Viol de la loi, cafouillage et mauvaise foi. La faillite morale des ministres du PJD soulève des questions sur la durée de vie du gouvernement El Othmani

Pour les ministres PJD du gouvernement, la semaine dernière a été très chahutée. Entre les cafouillages de Mostafa Ramid et les approximations de Mohamed Amekraz, les islamistes ont démontré leurs limites politiques. Alors que les faits révélés dans la presse faisaient apparaître que les deux ministres, avocats dans le civil, n’avaient pas déclarés à la Caisse nationale de la sécurité sociale CNSS, leurs employés. Pourtant, la déclaration des employés et le paiement des cotisations est une obligation, d’après la loi marocaine.

Mostafa Ramid, pourtant ministre d’Etat et ministre en charge des Droits de l’homme n’a pas seulement « fraudé » la CNSS, mais il s’est permis le luxe de faire ouvrir un arrondissement un samedi afin de faire légaliser une mise au point du père de sa défunte secrétaire non déclarée à la CNSS qui tente très maladroitement de le dédouaner. La ficelle est trop grosse, le refrain paternaliste est pathétique et le tout est une aberration. Et là, on n’est plus seulement dans « le viol de la loi », mais dans un festival de communication maladroite, de silences gênés et de fuites en avant malheureuses.

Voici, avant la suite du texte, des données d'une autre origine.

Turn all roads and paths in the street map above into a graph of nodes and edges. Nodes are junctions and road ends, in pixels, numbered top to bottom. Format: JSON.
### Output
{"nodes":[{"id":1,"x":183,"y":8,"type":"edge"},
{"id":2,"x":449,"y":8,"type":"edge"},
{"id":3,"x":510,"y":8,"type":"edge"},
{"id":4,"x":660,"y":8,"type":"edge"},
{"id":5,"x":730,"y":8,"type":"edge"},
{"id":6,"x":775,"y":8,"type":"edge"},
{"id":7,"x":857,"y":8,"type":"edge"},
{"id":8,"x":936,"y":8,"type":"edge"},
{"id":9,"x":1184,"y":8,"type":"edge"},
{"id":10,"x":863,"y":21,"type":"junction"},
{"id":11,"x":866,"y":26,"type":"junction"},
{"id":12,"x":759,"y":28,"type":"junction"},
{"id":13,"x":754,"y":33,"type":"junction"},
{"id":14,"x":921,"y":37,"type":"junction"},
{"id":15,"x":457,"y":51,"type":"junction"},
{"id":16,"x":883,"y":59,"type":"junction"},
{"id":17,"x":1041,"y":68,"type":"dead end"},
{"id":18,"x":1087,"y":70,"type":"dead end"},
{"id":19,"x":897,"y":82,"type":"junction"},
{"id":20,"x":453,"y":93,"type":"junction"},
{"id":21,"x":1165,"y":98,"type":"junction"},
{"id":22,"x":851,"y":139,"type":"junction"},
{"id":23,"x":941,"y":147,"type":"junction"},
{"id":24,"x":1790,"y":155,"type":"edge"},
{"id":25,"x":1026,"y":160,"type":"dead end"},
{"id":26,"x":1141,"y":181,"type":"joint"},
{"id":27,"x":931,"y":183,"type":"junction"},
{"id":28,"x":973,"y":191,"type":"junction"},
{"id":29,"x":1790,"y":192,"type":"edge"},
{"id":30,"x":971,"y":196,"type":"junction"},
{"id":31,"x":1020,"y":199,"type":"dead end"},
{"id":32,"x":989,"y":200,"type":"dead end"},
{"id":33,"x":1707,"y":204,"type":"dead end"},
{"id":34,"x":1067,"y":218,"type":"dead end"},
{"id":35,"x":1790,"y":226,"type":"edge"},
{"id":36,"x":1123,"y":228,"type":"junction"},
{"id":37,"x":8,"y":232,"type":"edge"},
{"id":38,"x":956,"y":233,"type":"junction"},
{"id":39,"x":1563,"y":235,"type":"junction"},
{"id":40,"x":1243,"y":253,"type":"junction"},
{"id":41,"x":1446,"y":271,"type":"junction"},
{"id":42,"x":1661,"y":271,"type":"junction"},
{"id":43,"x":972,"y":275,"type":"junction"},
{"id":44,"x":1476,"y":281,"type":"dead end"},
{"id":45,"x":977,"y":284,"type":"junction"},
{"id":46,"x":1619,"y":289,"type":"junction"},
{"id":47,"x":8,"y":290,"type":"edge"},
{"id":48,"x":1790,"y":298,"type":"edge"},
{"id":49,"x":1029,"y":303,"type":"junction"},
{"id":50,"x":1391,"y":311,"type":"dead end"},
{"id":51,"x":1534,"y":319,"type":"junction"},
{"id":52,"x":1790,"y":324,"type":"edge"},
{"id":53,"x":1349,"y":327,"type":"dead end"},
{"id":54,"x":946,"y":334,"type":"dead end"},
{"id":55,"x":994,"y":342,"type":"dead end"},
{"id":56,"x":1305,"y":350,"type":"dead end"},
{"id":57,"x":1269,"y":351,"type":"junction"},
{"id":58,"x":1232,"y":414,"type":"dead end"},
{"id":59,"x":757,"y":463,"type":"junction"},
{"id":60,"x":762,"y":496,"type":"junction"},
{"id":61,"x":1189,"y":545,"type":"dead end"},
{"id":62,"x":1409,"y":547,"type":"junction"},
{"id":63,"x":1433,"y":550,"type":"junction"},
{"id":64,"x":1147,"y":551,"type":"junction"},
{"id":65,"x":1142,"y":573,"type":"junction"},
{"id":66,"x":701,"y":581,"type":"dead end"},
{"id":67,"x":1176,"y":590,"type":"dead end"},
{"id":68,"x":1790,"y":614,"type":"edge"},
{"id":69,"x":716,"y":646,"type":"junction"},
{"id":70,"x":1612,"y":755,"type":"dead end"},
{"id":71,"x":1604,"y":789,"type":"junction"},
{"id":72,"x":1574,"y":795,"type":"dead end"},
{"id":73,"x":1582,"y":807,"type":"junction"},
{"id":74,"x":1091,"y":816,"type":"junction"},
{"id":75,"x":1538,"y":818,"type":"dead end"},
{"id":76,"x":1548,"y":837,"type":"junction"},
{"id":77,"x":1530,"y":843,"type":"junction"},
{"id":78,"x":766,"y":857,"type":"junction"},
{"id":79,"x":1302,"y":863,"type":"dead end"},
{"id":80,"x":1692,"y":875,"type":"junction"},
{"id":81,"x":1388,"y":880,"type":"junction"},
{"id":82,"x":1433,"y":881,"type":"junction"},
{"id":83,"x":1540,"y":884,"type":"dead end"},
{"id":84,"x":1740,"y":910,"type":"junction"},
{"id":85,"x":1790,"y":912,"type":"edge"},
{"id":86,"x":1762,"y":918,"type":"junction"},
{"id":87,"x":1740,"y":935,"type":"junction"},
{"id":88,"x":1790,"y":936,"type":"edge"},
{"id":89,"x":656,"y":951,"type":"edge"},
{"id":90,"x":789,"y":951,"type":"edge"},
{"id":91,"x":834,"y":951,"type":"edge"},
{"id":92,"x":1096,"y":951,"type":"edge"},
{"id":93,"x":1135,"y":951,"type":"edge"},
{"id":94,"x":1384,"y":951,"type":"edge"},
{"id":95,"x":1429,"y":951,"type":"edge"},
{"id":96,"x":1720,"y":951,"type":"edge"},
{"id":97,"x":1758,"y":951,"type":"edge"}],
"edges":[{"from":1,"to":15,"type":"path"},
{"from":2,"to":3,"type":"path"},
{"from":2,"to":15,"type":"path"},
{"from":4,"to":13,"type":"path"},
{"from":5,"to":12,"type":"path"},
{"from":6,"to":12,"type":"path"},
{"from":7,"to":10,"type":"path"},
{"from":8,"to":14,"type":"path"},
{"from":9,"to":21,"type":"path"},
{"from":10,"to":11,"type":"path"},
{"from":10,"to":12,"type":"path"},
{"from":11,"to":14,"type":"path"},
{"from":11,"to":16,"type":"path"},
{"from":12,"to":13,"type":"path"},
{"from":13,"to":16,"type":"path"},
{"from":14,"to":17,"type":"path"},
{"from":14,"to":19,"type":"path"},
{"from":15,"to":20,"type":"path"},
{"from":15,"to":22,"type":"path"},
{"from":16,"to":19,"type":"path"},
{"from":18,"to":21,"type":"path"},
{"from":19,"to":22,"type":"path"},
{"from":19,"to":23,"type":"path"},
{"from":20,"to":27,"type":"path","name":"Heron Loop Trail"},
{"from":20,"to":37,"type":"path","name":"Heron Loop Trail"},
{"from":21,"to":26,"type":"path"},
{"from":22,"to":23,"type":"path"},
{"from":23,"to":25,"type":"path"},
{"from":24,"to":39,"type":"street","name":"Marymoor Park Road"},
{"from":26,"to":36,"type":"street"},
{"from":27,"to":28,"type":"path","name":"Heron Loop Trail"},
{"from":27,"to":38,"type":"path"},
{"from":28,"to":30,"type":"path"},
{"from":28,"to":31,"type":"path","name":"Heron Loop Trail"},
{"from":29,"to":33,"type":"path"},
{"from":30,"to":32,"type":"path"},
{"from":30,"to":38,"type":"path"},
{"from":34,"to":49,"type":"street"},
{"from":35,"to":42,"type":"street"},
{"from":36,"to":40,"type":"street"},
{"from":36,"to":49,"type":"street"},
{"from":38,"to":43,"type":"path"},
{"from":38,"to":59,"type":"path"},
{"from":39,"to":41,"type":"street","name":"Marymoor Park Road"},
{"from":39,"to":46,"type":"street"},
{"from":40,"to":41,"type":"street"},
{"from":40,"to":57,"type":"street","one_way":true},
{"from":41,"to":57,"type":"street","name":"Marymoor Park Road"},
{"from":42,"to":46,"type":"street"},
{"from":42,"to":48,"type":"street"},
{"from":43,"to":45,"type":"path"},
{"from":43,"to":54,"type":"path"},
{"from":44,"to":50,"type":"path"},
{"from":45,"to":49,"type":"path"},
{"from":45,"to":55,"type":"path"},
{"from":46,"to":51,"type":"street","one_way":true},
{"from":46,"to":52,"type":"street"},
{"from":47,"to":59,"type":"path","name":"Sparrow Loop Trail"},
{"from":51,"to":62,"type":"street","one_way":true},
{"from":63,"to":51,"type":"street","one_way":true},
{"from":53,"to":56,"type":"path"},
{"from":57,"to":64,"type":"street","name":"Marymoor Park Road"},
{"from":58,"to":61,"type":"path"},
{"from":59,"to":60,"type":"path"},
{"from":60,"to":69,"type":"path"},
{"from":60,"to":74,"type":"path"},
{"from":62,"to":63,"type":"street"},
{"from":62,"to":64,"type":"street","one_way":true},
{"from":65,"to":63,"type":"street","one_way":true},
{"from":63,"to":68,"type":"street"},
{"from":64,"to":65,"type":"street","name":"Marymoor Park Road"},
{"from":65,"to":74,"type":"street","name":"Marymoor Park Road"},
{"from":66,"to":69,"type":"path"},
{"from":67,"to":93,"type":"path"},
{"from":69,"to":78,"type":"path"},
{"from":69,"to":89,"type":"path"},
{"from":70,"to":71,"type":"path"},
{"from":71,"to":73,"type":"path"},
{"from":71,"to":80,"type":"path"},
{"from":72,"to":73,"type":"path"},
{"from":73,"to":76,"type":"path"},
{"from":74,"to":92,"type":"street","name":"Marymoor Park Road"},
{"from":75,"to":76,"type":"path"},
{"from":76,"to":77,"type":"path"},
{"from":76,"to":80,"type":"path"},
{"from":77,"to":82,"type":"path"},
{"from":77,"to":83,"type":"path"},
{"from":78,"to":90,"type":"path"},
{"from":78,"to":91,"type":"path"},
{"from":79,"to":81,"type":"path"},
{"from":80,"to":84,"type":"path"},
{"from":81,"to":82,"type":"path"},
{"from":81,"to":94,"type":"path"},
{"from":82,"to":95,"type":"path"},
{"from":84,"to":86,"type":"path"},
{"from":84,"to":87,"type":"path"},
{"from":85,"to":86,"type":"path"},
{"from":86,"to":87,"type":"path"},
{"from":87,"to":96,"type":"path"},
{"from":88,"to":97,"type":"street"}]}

Et le plus grave, c’est l’absence de prise de parole du chef du gouvernement qui botte en touche en convoquant la commission d’éthique du parti pour Mostafa Ramid, mais ignore l’affaire Mohamed Amekraz, ministre de l’Emploi et de l’insertion professionnelle. D’ailleurs, face à la déferlante de dénonciation qui s’est emparée des réseaux sociaux, El Othmani, pourtant « tweeteur précoce », n’a pas jugé bon de réagir.

Selon des commentaires sur les réseaux sociaux, même un énième remaniement n’arrangera rien à la médiocrité de plusieurs composantes de ce gouvernement. « Le problème est au niveau de la primature. En plus d’être mal entouré, le chef du gouvernement montre beaucoup de faiblesse au niveau de la maîtrise technique et politique des dossiers… C’est une vraie catastrophe », avoue un collaborateur d’un ministre apolitique.

Au sein du PJD, si les langues tardent à publiquement se délier, le malaise est grandissant. C’est ce qui arrache cette boutade amère à un des dirigeants islamistes « la malédiction Benkirane a fini par toucher tous ceux qui ont se sont retournés contre lui dans le parti ».